Roll Call: Identifying Rolls in Your Written Music (Part V: The Jig)

Welcome to Part V of Roll Call! In this ten part series I'll be focusing on the identification and execution of rolls in the five styles of music we play. Today we'll be concentrating on the jig style. The jig style is written in 6/8 (a compound time signature). Compound time signatures are based on groups of three as opposed to the march and round reel styles that are based predominantly on groups of two and four. The rolls most commonly found in the jig style are as follows:

  • Four Stroke Rolls
  • Five Stroke Rolls
  • Six Stroke Rolls
  • Seven Stroke Rolls
  • Eight Stroke Rolls
  • Nine Stroke Rolls
  • Sixteen Stroke Rolls
  • Seventeen Stroke Rolls

Let's begin with fours and fives...


Four and Five Stroke Rolls

Both four and five stroke rolls begin with an eighth note. The first three examples below demonstrate how a four stroke roll appears when it begins on the first, second and third note of the triplet. Example #4 shows how the appearance of the four changes slightly when it begins on a single eighth note not physically connected to a triplet. The second row of examples are all five stroke rolls that differ from the fours slightly in that they begin with a buzz stroke and not a tap. This is indicated by the lack of an accent on the first note of the roll.

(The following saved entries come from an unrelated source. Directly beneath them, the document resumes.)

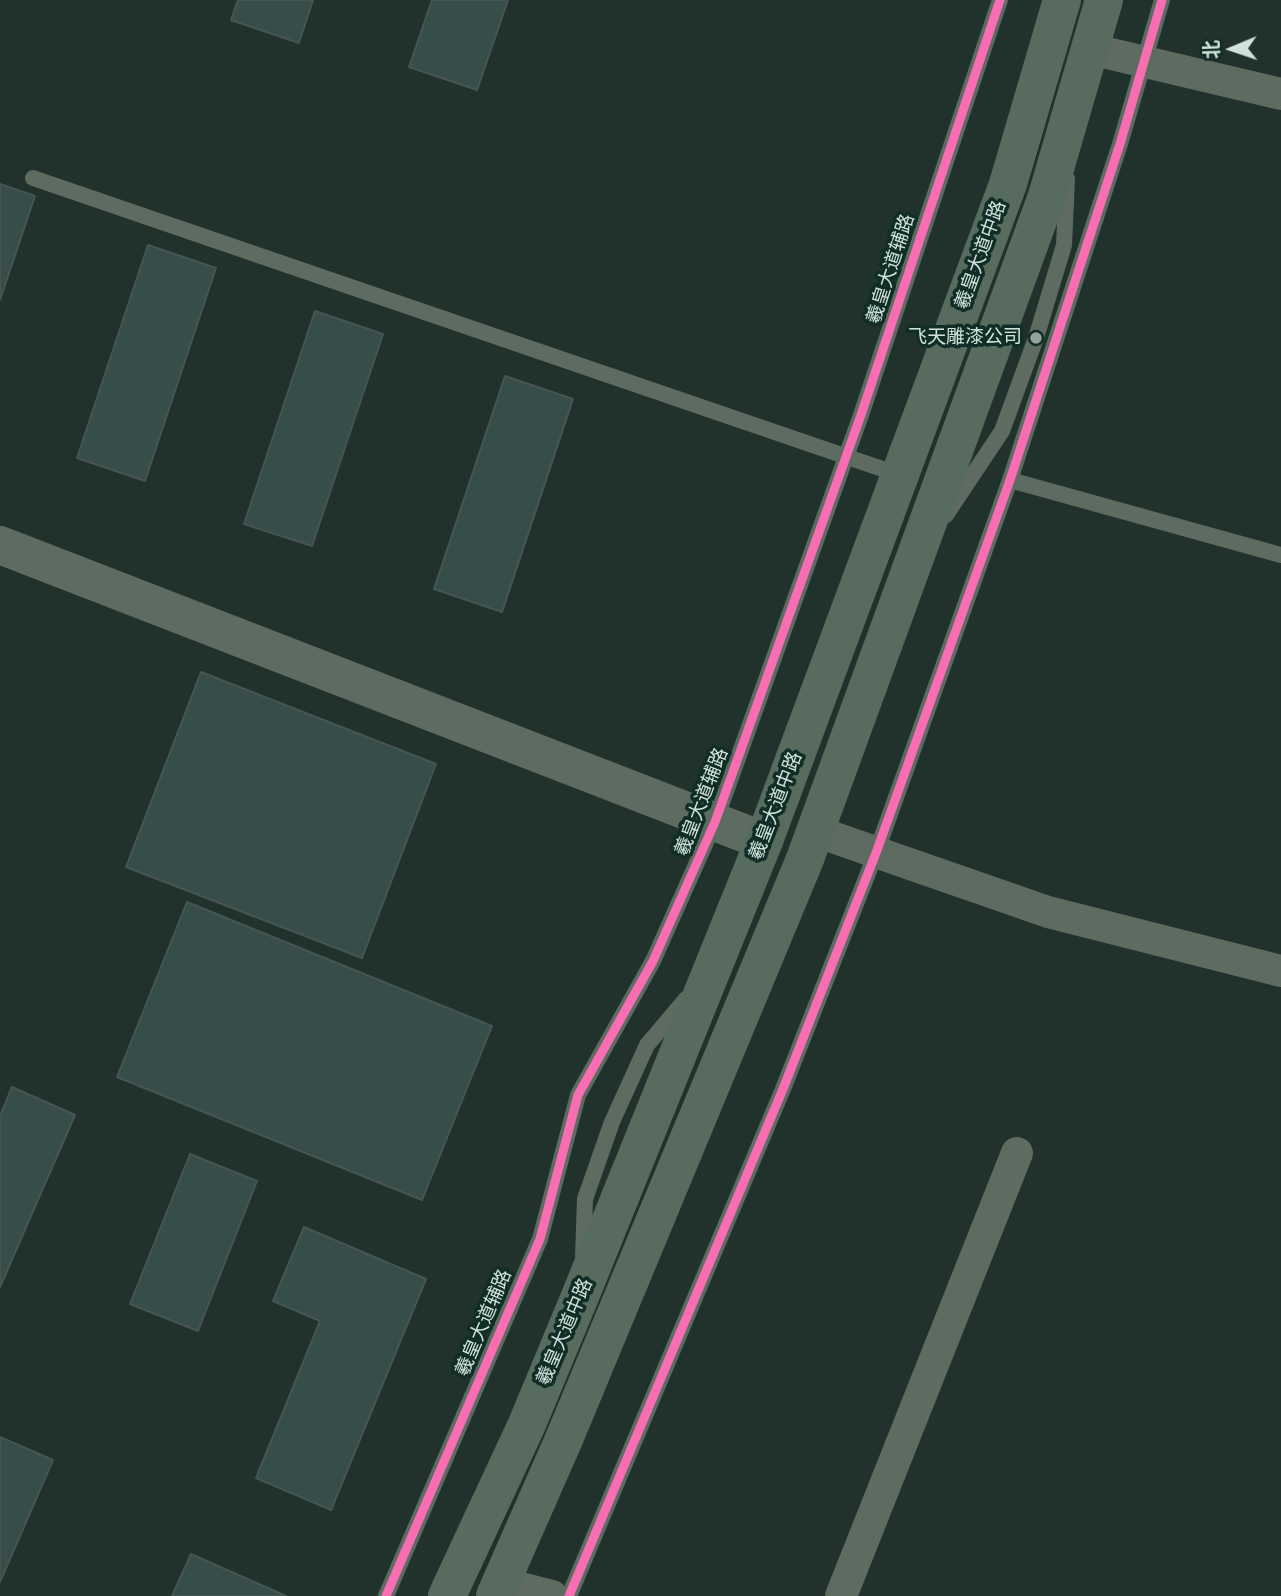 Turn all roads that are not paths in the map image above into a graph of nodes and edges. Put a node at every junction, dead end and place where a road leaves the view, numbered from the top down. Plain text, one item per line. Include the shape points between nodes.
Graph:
1 (1000, 0) edge
2 (1062, 0) edge
3 (1104, 0) edge
4 (1162, 0) edge
5 (1090, 49) junction
6 (1143, 61) junction
7 (1281, 93) edge
8 (33, 178) dead end
9 (847, 456) junction
10 (900, 475) junction
11 (1010, 480) junction
12 (0, 545) edge
13 (1281, 555) edge
14 (715, 822) junction
15 (815, 831) junction
16 (764, 841) junction
17 (876, 853) junction
18 (1281, 971) edge
19 (1017, 1153) dead end
20 (498, 1589) edge
21 (386, 1596) edge
22 (447, 1596) edge
23 (552, 1596) edge
24 (569, 1596) edge
25 (841, 1596) edge

1 - 9 lane, 羲皇大道辅路
2 - 10 main road, 羲皇大道中路 via 1008,184
3 - 5 main road, 羲皇大道中路
4 - 6 lane
5 - 6 street
5 - 15 main road, 羲皇大道中路 via 1047,196
6 - 7 street
6 - 11 lane
8 - 9 lane
9 - 10 lane
9 - 14 lane, 羲皇大道辅路
10 - 16 main road, 羲皇大道中路
11 - 13 lane
11 - 17 lane
12 - 14 street
14 - 16 street
14 - 21 lane, 羲皇大道辅路 via 653,961 578,1095 540,1239
15 - 17 street
15 - 20 main road, 羲皇大道中路
16 - 22 main road, 羲皇大道中路 via 527,1424
17 - 18 street via 1048,912
17 - 24 lane via 783,1089
19 - 25 street
20 - 23 street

Six and Seven Stroke Rolls

Sixes and sevens can be recognized easily as they almost always start with a quarter note. In lower grade scores this is almost always the case as in examples #1 and #2. In example #3, which happens occasionally in upper grade scores, the sixes and sevens can begin on the third note of a triplet (an eighth note) and contain a "hidden" roll note. It should be noted that the first eighth note, when combined with the "hidden" eighth note, equal a quarter note. As with fours and fives, sixes have an accent on the first note and sevens do not.

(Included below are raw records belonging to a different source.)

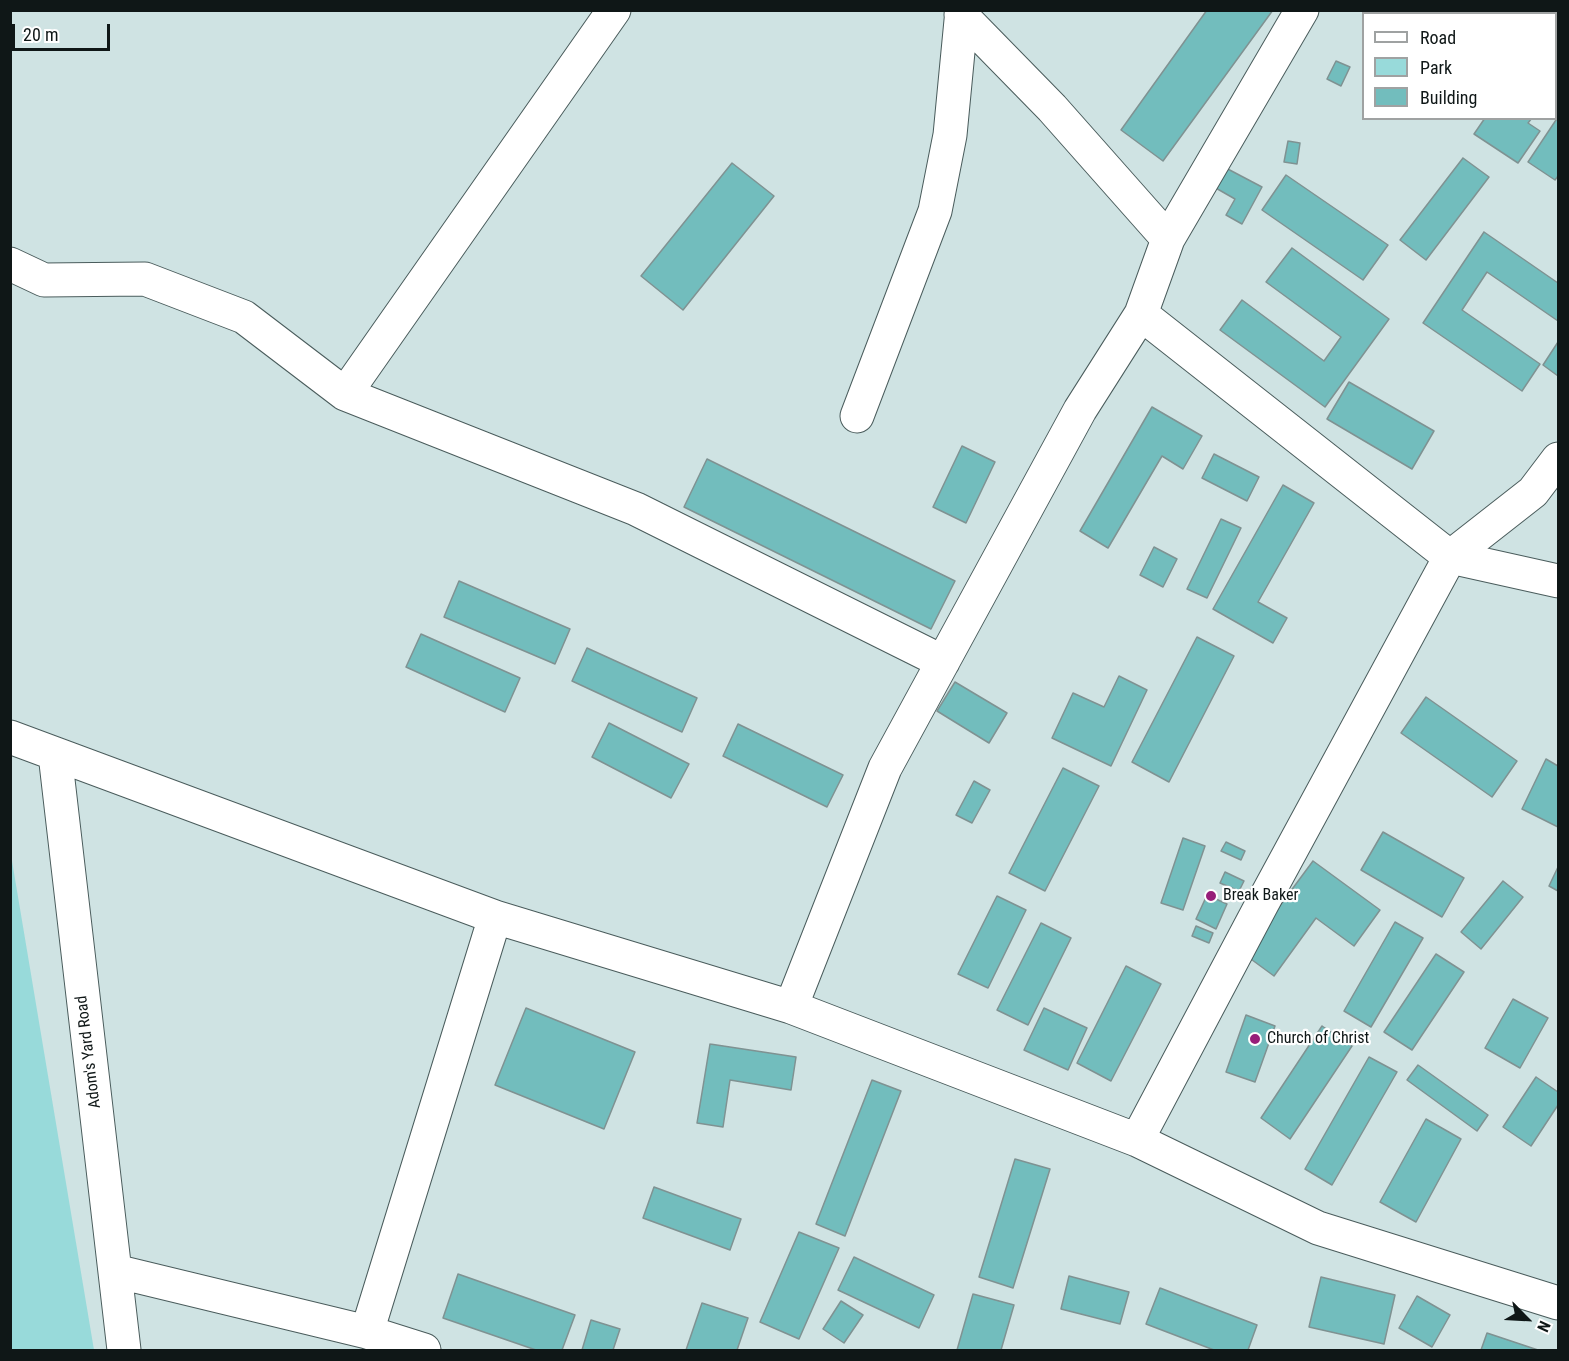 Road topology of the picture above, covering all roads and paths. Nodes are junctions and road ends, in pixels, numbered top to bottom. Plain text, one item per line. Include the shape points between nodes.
1 (614, 10) edge
2 (1302, 10) edge
3 (962, 13) edge
4 (1168, 239) junction
5 (10, 264) edge
6 (1142, 314) junction
7 (345, 394) junction
8 (857, 416) dead end
9 (1558, 459) edge
10 (1450, 557) junction
11 (1558, 581) edge
12 (943, 662) junction
13 (10, 737) edge
14 (55, 754) junction
15 (495, 917) junction
16 (791, 1007) junction
17 (1137, 1140) junction
18 (115, 1271) junction
19 (1558, 1303) edge
20 (367, 1332) junction
21 (124, 1350) edge
22 (424, 1350) edge

1 - 7 street
2 - 4 street
3 - 4 street
3 - 8 street via 950,135 935,211
4 - 6 street
5 - 7 street via 44,280 145,279 244,317
6 - 10 street
6 - 12 street via 1080,410
7 - 12 street via 636,509
9 - 10 street via 1533,492
10 - 11 street
10 - 17 street
12 - 16 street via 885,768
13 - 14 street
14 - 15 street
14 - 18 street, Adom's Yard Road
15 - 16 street
15 - 20 street
16 - 17 street
17 - 19 street via 1318,1228
18 - 20 street
18 - 21 street, Adom's Yard Road
20 - 22 street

Eight and Nine Stroke Rolls

Eight and nine stroke rolls are exactly one beat long (they are worth three eighth notes or, more commonly, a dotted quarter note). In lower grades nine stroke rolls are most commonly played on the beat as in example #1. In higher grade scores eights and nines can be played on either the second note of the triplet as in example #2 or the third note of the triplet as in example #3. Note that in examples #2 and #3 the starting note plus the "hidden" note add up to a dotted quarter note.



Sixteen and Seventeen Stroke Rolls

This is the first appearance of sixteen stroke rolls on this website. They are very rare and only appear occasionally in the jig and strathspey styles. The same holds true for seventeen stroke rolls. However, just because they are rare doesn't mean they don't pop up every once in a while. When you do see either a sixteen or seventeen it can be identified by the fact that it starts on either a dotted half note, as in example #1, or a dotted quarter note (used if the roll doesn't begin on the first beat of the bar).

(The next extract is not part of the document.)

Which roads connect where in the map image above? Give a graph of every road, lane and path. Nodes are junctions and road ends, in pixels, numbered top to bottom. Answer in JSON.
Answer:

In example #2 above, the sixteen begins on the second beat of the bar on a dotted quarter note but uses a "hidden" roll note. In example #3 the sixteen is written differently. It is played the same way as in example #1 but uses two dotted quarter notes tied together to show the number of beat involved. Older pipe band drum scores, and classical snare drum music, use this way of notating rolls. "Hidden" roll notes are found only in pipe band drumming notation. Example #4 shows the older way of writing example #2. Either way of writing these longer rolls is acceptable.